Ramm, Alexander G. (ed.), Spectral and scattering theory. Proceedings of the 1st international congress of the International Society for Analysis, Applications and Computing (ISAAC), University of Delaware, Newark, DE, USA, June 3–7, 1997. New York, NY: Plenum Press. 1-18 (1998).
The generalized Schrödinger equation \[ d^2 \psi/dx^2 +k^2 \psi= \bigl[ik P(x)+ Q(x)\bigr] \psi \] is considered, where \(P(x)\) and \(Q(x)\) are real, integrable potentials with finite first moments. Scattering solutions and bound state solutions are studied, the scattering coefficients and their small-\(k\) and large-\(k\) asymptotics are analyzed. Unless \(P(x) \leq 0\), it is shown that there may be bound states at complex energies, degenerate bound states, and singularities of the transmission coefficient for real \(k\). Some illustrative examples are provided.

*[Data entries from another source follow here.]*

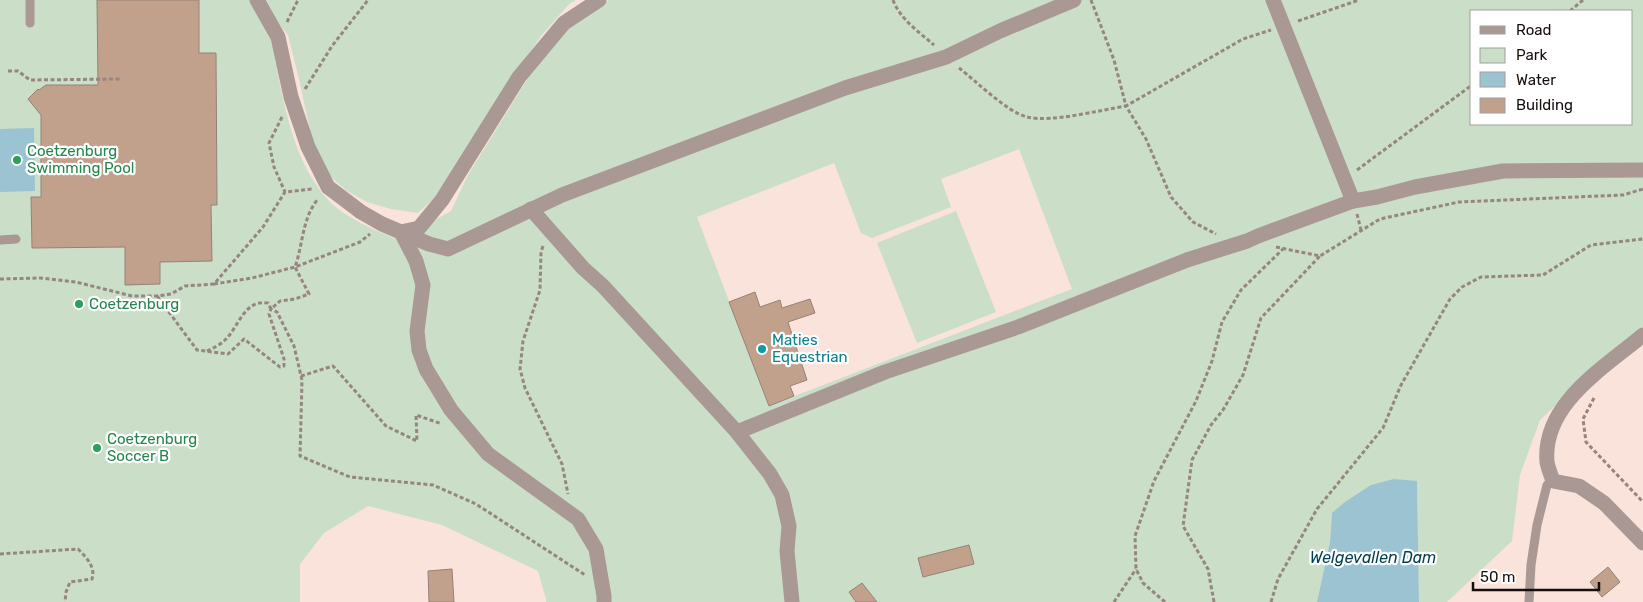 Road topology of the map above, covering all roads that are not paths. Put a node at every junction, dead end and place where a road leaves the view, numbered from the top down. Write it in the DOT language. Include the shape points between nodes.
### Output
graph roads {
  1 [pos="30,0"];
  2 [pos="257,0"];
  3 [pos="599,0"];
  4 [pos="1074,0"];
  5 [pos="1273,0"];
  6 [pos="30,23"];
  7 [pos="1643,170"];
  8 [pos="1353,201"];
  9 [pos="532,209"];
  10 [pos="401,232"];
  11 [pos="16,239"];
  12 [pos="0,240"];
  13 [pos="1643,335"];
  14 [pos="737,432"];
  15 [pos="1553,481"];
  16 [pos="1643,542"];
  17 [pos="604,602"];
  18 [pos="792,602"];
  19 [pos="1529,602"];
  1 -- 6 [label="lane"];
  2 -- 10 [label="street" via="278,38 291,97 308,147 328,187 361,212"];
  3 -- 10 [label="street" via="564,23 519,77 442,200 419,228"];
  4 -- 9 [label="street" via="946,57 845,88"];
  5 -- 8 [label="street"];
  7 -- 8 [label="street" via="1503,171"];
  8 -- 14 [label="street" via="1187,260 1018,327 884,372"];
  9 -- 10 [label="street" via="448,248 428,244"];
  9 -- 14 [label="street"];
  10 -- 17 [label="street" via="416,261 423,285 417,330 419,350 426,369 450,410 488,454 578,519 596,549"];
  11 -- 12 [label="lane"];
  13 -- 15 [label="street" via="1580,388 1562,409 1548,440 1547,464"];
  14 -- 18 [label="street" via="782,495 789,526 787,551"];
  15 -- 16 [label="street" via="1579,486 1604,503"];
  15 -- 19 [label="lane" via="1547,485 1542,499 1531,565"];
}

For the entire collection see [Zbl 0890.00039].

MSC:

34L25 Scattering theory, inverse scattering involving ordinary differential operators
81U99 Quantum scattering theory
81Q05 Closed and approximate solutions to the Schrödinger, Dirac, Klein-Gordon and other equations of quantum mechanics
34L40 Particular ordinary differential operators (Dirac, one-dimensional Schrödinger, etc.)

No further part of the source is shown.